The boring parts of MLOps. — Subbusainath Rengasamy

There is a popular shape of MLOps post that goes: “we used MLflow + Airflow + Feast and now we ship models continuously.” This is not that post.

This is the post about the three things that quietly determine whether your retraining pipeline survives twelve months of organizational entropy: schemas, artifacts, and the audit trail.

Schemas

A model is downstream of a feature contract whether you’ve written one down or not. The question is whether the contract is checked at every layer or only by accident.

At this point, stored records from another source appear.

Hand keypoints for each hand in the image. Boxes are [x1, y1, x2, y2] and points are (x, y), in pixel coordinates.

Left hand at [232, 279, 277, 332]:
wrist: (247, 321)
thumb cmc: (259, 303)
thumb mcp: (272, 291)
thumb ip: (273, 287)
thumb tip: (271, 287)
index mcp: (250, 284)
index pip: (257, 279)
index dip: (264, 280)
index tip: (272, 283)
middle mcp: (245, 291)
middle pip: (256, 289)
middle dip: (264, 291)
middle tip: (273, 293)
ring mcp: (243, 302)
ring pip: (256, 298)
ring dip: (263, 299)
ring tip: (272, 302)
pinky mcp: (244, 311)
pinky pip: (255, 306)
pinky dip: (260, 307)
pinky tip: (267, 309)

What “checked” looks like in practice:

A Pydantic / Protobuf / Avro schema for the inference payload, validated at the API boundary.
A separate schema for the training data — overlapping but not identical (training has labels, inference doesn’t).
A reconciliation step that fails the pipeline if the training schema and inference schema diverge in incompatible ways.

That last one is the boring one nobody builds until they get burned.

Artifacts

An artifact is anything the pipeline produces that another part of the system reads. Models, of course — but also feature stats, calibration tables, evaluation reports, the prompt template for an LLM-judge eval.

The discipline that pays:

Every artifact has a stable ID. Hash of inputs + version of code that produced it. Re-running with the same inputs produces the same ID.
Every artifact is immutable once produced. No overwrites. New version → new ID.
Every artifact has lineage — a record of which other artifacts it was produced from.

This is what lets you answer the question “why is the model that’s serving traffic right now this version?” in fewer than five steps.

The audit trail

Six months from now, someone — possibly you — will need to answer one of:

“Which model was running on date X?”
“Why did we promote version Y over version Z?”
“What changed between the model that worked in staging and the one that’s misbehaving in prod?”

The audit trail is the answer. It is not a Slack scroll. It is:

A model registry with promotion events recorded as immutable rows.
An eval report attached to each promotion, with the dataset version it was evaluated against.
A deployment manifest that records which artifact ID is serving traffic, refreshed on every deploy.

What it looks like, end-to-end

The simplest version of all of this that actually works:

Ingestion writes raw data with schema validation at the boundary. Bad records go to a quarantine bucket.
Feature pipeline produces feature artifacts with hash-based IDs. Stats artifacts produced alongside.
Training consumes feature artifact IDs (not paths), produces a model artifact ID + an eval artifact ID.
Promotion is a recorded event in the registry, gated on eval thresholds.
Deploy reads the registry, writes a deployment manifest with the artifact ID it pulled.

None of this is novel. None of it requires a hyperscaler-grade platform. Three engineers can build the bones of it in two months.

The reason it’s worth building is that the day you need it — when an auditor asks, when a model misbehaves, when someone asks why version 7 outperformed version 8 — you have actual evidence instead of a theory.